EXERCISE DETAILS:
Whenever a picture appears, omit it, and set down everything else in the records exactly.

EXTRACTED RECORDS:
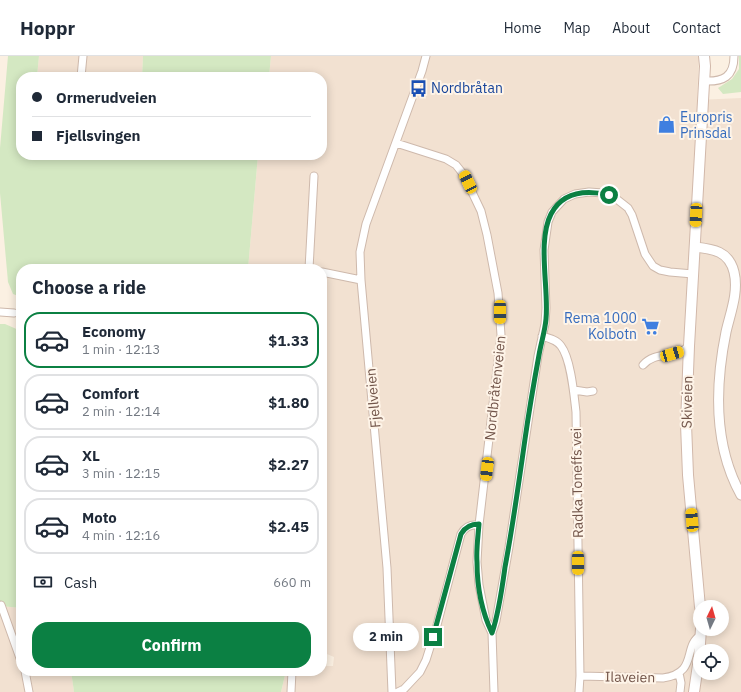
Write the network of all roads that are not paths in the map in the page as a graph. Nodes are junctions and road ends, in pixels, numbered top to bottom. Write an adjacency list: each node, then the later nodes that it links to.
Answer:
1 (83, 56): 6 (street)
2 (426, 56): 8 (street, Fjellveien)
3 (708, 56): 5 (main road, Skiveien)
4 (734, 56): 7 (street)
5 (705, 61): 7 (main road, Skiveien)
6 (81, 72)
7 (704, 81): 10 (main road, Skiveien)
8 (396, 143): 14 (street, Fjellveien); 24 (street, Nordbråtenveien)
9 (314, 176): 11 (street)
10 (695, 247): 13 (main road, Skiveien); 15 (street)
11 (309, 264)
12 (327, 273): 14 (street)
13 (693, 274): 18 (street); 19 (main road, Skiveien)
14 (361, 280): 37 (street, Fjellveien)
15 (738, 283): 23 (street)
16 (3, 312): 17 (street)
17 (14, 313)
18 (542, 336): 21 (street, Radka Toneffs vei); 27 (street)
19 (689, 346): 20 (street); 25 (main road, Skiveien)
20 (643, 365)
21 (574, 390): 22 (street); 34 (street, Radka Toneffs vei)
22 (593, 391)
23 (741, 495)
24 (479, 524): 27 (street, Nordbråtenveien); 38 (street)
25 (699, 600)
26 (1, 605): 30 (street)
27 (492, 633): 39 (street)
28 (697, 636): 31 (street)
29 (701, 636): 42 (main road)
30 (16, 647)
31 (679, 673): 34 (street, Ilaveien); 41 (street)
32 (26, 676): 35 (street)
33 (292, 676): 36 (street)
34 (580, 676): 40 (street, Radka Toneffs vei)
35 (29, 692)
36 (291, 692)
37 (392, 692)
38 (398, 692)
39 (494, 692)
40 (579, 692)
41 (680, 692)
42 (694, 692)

OUTPUT BELOW:
Write the network of all roads that are not paths in the map in the page as a graph. Nodes are junctions and road ends, in pixels, numbered top to bottom. Write an adjacency list: each node, then the later nodes that it links to.
Answer:
1 (83, 56): 6 (street)
2 (426, 56): 8 (street, Fjellveien)
3 (708, 56): 5 (main road, Skiveien)
4 (734, 56): 7 (street)
5 (705, 61): 7 (main road, Skiveien)
6 (81, 72)
7 (704, 81): 10 (main road, Skiveien)
8 (396, 143): 14 (street, Fjellveien); 24 (street, Nordbråtenveien)
9 (314, 176): 11 (street)
10 (695, 247): 13 (main road, Skiveien); 15 (street)
11 (309, 264)
12 (327, 273): 14 (street)
13 (693, 274): 18 (street); 19 (main road, Skiveien)
14 (361, 280): 37 (street, Fjellveien)
15 (738, 283): 23 (street)
16 (3, 312): 17 (street)
17 (14, 313)
18 (542, 336): 21 (street, Radka Toneffs vei); 27 (street)
19 (689, 346): 20 (street); 25 (main road, Skiveien)
20 (643, 365)
21 (574, 390): 22 (street); 34 (street, Radka Toneffs vei)
22 (593, 391)
23 (741, 495)
24 (479, 524): 27 (street, Nordbråtenveien); 38 (street)
25 (699, 600)
26 (1, 605): 30 (street)
27 (492, 633): 39 (street)
28 (697, 636): 31 (street)
29 (701, 636): 42 (main road)
30 (16, 647)
31 (679, 673): 34 (street, Ilaveien); 41 (street)
32 (26, 676): 35 (street)
33 (292, 676): 36 (street)
34 (580, 676): 40 (street, Radka Toneffs vei)
35 (29, 692)
36 (291, 692)
37 (392, 692)
38 (398, 692)
39 (494, 692)
40 (579, 692)
41 (680, 692)
42 (694, 692)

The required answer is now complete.